Nesse contexto, uma brigada inteira passava os dias abrindo
túmulos, ou melhor, fossas, onde amontoavam fraternalmente os cadáveres
anônimos... Empilhavam todos os cadáveres, completamente nus, depois de lhes tirar
os dentes de ouro, registrados nas atas de inumação. Atiravam nas valas os
corpos e as pedras, mas a terra recusava os mortos, imputrescíveis, condenados
à eternidade do solo perpetuamente gelado do Grande Norte. Valas e fossas que
eram os túmulos do homem novo criado pelos bolcheviques. O Gulag é o produto
direto e inequívoco do bolchevismo.
Enquanto isso, mais tarde, em Moscou, no Mausoléu da Praça
Vermelha, multidões crédulas continuavam a desfilar ante o cadáver
imputrescível de Lênin protegido por sentinelas de um regimento de guarda,
imóveis como estátuas de bronze.
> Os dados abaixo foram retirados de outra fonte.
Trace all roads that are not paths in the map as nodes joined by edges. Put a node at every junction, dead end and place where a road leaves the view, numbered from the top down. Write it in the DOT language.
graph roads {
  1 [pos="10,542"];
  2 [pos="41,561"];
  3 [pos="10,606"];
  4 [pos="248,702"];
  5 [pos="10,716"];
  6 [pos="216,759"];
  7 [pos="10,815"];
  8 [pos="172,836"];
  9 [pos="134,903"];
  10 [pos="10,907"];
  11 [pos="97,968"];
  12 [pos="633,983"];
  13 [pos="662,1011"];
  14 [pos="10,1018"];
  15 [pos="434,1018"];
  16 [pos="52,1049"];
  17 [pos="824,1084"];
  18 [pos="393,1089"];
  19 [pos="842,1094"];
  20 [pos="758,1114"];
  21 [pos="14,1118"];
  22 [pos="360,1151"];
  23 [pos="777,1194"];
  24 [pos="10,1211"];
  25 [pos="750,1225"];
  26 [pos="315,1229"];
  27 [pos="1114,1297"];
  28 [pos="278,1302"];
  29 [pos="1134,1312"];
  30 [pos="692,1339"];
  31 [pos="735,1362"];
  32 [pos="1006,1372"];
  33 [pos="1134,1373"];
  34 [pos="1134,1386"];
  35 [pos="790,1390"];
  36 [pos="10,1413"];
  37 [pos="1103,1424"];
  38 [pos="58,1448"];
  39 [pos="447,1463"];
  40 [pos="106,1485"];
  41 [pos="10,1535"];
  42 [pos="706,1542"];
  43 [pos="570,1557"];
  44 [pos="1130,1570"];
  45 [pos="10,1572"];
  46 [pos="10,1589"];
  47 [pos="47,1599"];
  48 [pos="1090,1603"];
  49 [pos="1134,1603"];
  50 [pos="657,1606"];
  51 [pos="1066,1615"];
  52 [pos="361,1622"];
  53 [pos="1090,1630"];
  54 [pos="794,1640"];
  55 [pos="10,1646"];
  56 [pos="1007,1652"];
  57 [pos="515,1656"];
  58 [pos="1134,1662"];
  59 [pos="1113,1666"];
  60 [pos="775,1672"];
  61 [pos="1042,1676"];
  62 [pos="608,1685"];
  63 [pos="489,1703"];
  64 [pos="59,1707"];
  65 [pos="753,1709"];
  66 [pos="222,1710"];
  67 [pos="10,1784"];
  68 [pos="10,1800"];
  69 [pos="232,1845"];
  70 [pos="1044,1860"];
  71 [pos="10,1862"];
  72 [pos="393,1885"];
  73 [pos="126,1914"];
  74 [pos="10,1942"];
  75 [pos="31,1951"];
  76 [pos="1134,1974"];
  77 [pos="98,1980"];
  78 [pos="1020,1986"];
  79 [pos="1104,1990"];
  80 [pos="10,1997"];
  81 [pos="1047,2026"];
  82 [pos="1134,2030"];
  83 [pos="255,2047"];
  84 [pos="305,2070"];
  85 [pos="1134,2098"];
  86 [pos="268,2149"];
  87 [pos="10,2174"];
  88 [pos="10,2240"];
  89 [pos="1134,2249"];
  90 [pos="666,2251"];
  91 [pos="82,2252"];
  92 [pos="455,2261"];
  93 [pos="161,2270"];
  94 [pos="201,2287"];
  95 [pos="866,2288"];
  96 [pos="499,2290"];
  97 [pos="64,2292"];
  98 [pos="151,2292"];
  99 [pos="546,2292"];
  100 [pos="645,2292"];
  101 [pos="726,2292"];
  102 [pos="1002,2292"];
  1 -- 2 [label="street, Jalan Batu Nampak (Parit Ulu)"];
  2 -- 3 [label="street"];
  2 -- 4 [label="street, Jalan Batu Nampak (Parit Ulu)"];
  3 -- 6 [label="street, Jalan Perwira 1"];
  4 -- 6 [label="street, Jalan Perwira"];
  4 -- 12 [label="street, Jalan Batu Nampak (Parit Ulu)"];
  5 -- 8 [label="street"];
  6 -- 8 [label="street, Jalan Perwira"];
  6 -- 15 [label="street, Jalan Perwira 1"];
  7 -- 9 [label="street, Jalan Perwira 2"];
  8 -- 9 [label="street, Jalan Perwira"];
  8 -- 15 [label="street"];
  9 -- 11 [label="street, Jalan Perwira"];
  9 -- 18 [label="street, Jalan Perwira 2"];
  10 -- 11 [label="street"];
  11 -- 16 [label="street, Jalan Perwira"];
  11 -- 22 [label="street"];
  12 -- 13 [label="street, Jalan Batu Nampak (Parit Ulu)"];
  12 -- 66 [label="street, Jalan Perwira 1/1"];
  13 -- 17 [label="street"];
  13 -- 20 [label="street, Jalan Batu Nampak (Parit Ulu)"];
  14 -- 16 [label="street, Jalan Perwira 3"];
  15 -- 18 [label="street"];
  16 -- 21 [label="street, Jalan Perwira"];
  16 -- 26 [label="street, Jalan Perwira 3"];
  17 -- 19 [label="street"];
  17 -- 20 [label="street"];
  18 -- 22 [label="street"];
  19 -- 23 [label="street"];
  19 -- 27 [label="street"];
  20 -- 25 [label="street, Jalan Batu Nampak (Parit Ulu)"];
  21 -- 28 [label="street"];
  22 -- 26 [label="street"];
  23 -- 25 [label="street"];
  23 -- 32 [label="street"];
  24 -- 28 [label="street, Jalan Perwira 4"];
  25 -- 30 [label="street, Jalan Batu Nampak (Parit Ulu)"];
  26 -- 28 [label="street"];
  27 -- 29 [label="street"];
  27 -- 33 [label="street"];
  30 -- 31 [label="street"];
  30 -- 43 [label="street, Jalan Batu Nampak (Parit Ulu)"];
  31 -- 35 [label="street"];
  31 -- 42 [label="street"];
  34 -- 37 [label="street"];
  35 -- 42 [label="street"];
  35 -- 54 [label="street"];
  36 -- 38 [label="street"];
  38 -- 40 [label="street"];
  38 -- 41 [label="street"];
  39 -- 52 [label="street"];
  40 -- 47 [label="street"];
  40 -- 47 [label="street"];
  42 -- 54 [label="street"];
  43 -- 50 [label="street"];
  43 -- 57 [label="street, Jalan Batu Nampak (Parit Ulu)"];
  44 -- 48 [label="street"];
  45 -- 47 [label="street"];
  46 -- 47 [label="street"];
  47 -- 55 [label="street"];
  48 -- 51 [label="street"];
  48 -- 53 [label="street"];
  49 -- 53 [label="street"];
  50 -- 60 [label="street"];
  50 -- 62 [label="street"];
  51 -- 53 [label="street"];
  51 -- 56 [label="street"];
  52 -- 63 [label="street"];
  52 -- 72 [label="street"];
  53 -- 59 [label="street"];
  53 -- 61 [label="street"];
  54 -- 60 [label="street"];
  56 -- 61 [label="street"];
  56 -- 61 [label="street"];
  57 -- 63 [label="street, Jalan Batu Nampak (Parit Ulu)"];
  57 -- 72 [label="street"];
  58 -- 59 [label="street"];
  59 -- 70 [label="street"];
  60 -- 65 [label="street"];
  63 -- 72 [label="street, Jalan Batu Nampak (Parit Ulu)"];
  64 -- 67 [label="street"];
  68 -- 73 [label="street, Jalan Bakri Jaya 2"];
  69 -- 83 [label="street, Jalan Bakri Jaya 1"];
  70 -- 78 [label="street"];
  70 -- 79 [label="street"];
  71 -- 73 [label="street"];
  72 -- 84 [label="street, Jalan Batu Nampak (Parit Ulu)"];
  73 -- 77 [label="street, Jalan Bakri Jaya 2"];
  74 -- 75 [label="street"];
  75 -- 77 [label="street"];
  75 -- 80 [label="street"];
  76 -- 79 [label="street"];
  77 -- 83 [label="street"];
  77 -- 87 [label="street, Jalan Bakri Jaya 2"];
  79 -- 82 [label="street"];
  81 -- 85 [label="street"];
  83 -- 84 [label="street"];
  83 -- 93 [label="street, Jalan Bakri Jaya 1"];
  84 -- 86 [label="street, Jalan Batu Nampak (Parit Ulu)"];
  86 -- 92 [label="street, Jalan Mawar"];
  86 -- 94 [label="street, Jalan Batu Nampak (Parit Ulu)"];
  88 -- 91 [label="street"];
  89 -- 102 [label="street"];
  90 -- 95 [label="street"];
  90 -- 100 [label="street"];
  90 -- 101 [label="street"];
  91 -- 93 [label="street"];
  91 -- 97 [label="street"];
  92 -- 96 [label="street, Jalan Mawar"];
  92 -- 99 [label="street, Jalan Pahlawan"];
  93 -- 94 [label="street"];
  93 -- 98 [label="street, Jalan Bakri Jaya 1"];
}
Todavia, o grande mausoléu da revolução estava
no Grande Norte, em Kolyma. Lá não havia sentinelas, pois esses mortos não
precisavam de guardas.
Também não havia marchas fúnebres tocadas em surdina. Nada
havia além do silêncio. Entretanto, nas extremidades do labirinto de galerias,
num anfiteatro talhado no gelo de uma vala comum, poderiam ser organizadas
reuniões de estudiosos para discutir as conseqüências do “desvio stalinista”, com
a ajuda de um conjunto representativo de importantes personalidades marxistas
ocidentais.
Dados bibliográficos: “Um Belo Domingo”, de Jorge Semprun,
editora Nova Fronteira, 1980.
GULAG: Glavnoje Upravlenije Ispravitelno-trudovych Lagerej
(Administração Central dos Campos de Trabalho Corretivo)
Fonte: Alerta Total
_________________
Carlos I. S. Azambuja é Historiador.